Bill Joy, once told us (at Ericsson Research) a very inspiring story about the development of the Internet that opened my eyes: How you can get much better quality, for a much lower price, by just accepting failure. Initially, he told us, the Internet was developed with routers that were not supposed to lose a package, ever. Despite these expensive and highly complex routers the desired quality of the network was not achieved because there were still too many failure modes. The key insight was to accept that it is ok that routers fail. This brought us TCP, the protocol to provide a reliable connection over an unreliable, much simpler, underlying network.

Once you accept that a µservice is frail, you must handle their frailty in your code. If you have DS, this is none to very little work for a component, DS acts in similar vein as TCP does. Systems build out of such resilient components are (much) simpler and thus more reliable. Read AntiFragile of Taleb if you want to see how nature uses this model pervasively.

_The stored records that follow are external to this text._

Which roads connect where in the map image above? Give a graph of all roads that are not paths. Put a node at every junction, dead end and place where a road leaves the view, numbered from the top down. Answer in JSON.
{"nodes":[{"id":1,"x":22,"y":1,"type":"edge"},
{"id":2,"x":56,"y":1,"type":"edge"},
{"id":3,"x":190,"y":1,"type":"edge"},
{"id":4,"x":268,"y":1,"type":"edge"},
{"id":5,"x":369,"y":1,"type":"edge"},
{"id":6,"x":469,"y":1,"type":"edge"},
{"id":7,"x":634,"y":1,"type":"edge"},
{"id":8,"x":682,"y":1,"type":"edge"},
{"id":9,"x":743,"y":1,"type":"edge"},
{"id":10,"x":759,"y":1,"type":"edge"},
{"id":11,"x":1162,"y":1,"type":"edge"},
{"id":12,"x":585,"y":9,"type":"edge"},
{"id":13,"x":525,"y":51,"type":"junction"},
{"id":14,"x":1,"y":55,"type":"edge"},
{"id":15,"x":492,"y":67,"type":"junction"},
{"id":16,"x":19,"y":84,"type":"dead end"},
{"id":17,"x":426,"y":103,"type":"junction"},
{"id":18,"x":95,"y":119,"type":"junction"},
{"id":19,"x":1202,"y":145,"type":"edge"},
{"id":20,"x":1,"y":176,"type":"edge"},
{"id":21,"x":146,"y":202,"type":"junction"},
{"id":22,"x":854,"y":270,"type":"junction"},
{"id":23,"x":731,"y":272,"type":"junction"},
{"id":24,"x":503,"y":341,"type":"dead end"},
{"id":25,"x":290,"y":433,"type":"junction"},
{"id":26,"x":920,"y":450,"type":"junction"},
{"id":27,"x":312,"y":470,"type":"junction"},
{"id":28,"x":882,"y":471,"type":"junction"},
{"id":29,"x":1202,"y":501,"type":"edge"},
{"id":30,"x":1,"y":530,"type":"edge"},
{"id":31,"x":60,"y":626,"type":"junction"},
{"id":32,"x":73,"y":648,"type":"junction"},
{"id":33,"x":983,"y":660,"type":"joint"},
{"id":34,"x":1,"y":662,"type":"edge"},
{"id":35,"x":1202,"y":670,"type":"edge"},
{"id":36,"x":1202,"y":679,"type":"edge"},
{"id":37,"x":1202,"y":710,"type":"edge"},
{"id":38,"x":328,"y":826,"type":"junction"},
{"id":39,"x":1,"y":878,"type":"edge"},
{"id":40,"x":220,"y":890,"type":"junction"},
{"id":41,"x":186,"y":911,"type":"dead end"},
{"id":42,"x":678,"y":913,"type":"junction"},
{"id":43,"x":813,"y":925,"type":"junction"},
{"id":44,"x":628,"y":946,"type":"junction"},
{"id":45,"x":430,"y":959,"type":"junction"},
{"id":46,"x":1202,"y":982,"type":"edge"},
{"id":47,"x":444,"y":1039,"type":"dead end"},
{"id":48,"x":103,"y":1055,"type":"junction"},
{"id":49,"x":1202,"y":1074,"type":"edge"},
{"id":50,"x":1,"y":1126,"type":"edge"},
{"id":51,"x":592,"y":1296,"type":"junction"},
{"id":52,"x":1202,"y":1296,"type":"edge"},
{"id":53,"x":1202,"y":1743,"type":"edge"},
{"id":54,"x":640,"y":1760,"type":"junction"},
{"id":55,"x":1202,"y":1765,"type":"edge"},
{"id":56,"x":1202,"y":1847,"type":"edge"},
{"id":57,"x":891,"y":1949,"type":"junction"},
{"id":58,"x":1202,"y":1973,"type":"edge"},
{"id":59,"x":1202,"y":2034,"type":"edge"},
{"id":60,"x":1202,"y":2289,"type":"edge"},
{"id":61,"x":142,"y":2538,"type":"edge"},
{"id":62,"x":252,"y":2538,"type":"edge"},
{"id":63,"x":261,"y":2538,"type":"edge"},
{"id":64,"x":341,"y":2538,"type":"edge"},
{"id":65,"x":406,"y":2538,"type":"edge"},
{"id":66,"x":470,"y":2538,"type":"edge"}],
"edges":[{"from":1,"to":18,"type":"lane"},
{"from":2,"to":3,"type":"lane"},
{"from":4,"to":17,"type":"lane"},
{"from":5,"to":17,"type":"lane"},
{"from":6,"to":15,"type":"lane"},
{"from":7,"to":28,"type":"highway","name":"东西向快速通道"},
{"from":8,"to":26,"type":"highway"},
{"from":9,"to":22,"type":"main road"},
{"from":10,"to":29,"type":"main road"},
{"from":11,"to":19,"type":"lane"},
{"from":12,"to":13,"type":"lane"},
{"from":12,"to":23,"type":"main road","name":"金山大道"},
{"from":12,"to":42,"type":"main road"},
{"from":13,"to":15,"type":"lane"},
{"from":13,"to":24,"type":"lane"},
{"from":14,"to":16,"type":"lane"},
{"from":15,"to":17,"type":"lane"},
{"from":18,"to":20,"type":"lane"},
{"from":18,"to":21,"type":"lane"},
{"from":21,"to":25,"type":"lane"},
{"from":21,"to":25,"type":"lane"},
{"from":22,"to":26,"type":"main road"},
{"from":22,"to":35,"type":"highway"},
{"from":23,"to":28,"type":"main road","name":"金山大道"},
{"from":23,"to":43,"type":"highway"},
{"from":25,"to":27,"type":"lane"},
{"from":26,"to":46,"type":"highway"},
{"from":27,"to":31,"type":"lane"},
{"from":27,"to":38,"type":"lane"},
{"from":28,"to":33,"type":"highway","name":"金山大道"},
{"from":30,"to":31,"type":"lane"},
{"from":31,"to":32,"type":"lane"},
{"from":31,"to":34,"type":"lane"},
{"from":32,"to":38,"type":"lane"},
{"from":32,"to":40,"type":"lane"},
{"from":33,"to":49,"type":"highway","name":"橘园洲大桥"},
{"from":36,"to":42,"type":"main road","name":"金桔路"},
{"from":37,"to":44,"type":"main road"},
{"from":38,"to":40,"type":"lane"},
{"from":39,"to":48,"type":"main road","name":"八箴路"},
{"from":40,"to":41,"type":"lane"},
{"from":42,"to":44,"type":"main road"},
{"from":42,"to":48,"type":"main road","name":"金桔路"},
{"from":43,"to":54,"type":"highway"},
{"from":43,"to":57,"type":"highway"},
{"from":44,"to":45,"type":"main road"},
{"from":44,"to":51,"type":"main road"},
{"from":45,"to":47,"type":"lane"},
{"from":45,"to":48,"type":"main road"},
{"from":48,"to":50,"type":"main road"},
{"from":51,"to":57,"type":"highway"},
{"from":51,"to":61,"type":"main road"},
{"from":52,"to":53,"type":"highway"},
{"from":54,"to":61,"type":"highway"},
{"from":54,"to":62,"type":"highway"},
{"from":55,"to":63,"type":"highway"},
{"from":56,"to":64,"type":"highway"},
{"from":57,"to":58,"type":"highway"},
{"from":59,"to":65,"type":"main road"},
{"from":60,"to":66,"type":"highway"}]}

Once you accept µservices as a primitive they can be used in an amazing number of use cases. In its most basic form it can just be a service abstracting a platform function, like for example logging, that is not likely to go away. It can represent the availability of something, e.g. a Bluetooth device in the neighborhood (of which you can have many). It can represent a configured database connection, a servlet, etc. And the cherry on top is of course that you can now remote a service since the middleware can reliably signal failures, voiding several of the arguments in the Fallacies of Distributed Computing.

When it is easy to work with these dynamics, you start to see more and more use cases. After wading through a very popular open source project last week, I noticed myriad places where µservices could have saved tons of code and would have added functionality. Virtually all software I write today consists of sometimes a small and sometimes sizable module but invariably a module that provides a single service and depends on a handful of services. 

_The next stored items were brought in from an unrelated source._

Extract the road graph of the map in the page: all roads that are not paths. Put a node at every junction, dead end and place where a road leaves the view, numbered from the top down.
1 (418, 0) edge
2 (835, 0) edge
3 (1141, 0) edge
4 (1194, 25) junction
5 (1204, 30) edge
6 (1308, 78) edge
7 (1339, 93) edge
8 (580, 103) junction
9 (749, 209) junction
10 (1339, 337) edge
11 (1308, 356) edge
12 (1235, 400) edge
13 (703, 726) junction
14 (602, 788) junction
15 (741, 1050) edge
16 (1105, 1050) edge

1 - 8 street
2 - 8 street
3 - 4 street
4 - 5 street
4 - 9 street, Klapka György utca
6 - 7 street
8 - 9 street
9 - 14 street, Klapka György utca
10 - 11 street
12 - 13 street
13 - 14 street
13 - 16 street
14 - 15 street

So it is cool to update a module on the fly. However, I find it much cooler how the outside world can change while your system adapts. While I am developing days can pass without reboots,  updating components and configurations all the time. Not only is this a wonderful fluid way to develop, it also ensure your software becomes highly resilient.

Therefore, for me the real innovation of OSGi is the µservices model and paradoxically accepting their low quality of service.